__Saved data entries__:
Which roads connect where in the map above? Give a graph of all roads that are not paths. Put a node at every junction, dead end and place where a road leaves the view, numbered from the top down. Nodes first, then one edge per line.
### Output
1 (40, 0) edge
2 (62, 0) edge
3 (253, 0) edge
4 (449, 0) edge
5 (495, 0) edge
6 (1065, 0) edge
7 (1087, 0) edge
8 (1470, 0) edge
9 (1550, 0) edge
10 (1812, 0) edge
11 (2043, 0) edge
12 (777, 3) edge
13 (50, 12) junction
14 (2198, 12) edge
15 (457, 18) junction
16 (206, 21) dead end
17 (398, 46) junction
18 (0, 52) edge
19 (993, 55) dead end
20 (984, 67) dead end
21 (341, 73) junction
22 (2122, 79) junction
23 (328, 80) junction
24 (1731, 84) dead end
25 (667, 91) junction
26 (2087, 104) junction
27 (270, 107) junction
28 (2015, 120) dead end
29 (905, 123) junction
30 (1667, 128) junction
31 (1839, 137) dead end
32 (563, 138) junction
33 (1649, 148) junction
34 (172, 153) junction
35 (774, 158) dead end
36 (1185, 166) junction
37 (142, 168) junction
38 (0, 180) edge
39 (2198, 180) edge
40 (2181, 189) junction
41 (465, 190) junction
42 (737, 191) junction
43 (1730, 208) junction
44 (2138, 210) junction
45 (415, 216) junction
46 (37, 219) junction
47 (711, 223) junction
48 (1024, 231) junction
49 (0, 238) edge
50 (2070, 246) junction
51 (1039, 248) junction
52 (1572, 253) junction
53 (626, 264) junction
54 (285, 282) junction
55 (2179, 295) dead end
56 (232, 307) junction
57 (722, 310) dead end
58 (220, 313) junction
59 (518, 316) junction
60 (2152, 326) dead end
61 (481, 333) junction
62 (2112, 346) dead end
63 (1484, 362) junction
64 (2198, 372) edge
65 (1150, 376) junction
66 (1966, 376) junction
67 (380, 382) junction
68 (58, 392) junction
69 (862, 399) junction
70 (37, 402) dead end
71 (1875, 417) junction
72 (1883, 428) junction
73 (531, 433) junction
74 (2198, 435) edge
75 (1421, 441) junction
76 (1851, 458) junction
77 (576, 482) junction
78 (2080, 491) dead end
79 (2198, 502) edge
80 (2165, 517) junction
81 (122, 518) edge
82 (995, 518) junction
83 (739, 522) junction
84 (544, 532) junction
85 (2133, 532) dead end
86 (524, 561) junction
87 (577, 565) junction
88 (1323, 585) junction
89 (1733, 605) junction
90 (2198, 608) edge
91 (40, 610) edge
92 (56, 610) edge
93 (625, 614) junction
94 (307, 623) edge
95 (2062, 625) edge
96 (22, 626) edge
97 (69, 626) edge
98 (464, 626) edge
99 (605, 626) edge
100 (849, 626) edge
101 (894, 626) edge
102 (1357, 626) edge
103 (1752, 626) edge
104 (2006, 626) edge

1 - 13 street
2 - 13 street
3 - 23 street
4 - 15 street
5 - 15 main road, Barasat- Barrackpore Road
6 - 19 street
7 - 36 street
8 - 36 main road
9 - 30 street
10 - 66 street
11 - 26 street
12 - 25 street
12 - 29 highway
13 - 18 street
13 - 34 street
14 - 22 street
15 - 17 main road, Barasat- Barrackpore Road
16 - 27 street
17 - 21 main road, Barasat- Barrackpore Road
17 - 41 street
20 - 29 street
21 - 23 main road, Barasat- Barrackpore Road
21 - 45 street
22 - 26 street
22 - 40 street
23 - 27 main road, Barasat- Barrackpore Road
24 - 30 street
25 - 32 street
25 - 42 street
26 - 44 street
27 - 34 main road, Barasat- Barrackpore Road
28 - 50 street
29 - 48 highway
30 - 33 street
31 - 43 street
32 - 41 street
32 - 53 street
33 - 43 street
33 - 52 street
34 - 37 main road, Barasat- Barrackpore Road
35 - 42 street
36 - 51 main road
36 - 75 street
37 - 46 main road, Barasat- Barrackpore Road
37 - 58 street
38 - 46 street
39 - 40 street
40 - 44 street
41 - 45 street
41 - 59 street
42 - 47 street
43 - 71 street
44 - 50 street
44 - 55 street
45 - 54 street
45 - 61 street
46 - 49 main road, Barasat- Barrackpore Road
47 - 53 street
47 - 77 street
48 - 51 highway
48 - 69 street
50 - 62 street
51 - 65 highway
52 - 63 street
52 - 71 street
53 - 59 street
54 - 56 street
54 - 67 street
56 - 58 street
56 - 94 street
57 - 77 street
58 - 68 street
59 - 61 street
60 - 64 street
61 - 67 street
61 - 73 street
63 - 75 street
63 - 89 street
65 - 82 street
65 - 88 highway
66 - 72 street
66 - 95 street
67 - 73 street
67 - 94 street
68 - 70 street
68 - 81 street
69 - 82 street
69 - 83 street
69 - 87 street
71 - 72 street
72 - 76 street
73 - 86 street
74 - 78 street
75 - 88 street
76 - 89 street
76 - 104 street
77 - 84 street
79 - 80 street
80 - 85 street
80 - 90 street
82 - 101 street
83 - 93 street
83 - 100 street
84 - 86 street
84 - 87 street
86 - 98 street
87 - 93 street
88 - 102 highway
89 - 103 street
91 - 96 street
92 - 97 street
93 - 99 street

__Work instructions__:
Work out how many lines in the data hold the word "Barrackpore"; reply with the number alone.

__Your solution__:
9